»»
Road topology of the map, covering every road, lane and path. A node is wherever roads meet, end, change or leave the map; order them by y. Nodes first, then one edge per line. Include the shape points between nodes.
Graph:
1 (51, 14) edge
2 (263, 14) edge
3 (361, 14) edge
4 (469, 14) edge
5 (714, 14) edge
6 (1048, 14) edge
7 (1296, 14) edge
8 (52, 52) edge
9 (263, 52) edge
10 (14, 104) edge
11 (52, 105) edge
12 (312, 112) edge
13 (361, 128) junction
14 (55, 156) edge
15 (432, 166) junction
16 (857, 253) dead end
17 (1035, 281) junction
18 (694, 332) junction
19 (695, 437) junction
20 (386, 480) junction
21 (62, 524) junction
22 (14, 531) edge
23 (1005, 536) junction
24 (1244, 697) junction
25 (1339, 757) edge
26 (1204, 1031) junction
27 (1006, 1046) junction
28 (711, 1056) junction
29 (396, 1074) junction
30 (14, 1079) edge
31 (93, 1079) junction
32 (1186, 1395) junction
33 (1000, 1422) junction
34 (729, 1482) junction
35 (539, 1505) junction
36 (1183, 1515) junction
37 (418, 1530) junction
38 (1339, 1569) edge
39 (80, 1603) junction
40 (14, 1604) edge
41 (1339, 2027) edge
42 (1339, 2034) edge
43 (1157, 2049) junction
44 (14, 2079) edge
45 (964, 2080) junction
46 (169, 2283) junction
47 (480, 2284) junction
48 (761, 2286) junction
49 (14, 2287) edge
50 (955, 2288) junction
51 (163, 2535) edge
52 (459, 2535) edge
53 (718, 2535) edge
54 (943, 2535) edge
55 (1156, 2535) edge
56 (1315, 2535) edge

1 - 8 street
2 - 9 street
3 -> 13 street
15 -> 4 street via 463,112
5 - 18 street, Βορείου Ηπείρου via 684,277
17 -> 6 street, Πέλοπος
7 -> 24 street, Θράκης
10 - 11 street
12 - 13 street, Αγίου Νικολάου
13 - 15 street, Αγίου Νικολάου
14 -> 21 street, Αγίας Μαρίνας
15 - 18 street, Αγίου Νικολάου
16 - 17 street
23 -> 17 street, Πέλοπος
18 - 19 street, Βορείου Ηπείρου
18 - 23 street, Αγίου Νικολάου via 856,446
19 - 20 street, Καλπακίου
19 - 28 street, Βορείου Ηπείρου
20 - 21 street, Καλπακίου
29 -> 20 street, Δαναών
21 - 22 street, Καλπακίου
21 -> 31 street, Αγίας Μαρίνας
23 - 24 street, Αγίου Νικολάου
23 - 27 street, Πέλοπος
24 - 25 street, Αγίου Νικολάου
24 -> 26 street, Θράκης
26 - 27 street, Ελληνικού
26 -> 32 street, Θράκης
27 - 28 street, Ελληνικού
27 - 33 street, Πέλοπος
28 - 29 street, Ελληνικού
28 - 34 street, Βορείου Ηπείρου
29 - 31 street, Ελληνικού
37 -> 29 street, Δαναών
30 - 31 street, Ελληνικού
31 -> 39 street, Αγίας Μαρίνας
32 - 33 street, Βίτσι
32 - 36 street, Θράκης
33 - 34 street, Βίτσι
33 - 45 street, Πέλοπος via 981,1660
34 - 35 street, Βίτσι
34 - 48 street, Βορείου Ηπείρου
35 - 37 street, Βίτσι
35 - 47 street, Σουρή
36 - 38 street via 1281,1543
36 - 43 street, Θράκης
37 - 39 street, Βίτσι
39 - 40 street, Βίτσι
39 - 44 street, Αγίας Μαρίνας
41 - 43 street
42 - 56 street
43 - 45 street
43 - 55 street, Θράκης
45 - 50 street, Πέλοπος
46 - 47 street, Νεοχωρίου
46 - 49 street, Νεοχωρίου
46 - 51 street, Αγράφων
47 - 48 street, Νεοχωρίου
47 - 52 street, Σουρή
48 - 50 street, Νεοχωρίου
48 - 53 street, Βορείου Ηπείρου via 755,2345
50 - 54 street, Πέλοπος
««
▶ _Your instructions_
Search the entries for the word "Νεοχωρίου". Copy every line where it occurs.

▶ _Response area_
46 - 47 street, Νεοχωρίου
46 - 49 street, Νεοχωρίου
47 - 48 street, Νεοχωρίου
48 - 50 street, Νεοχωρίου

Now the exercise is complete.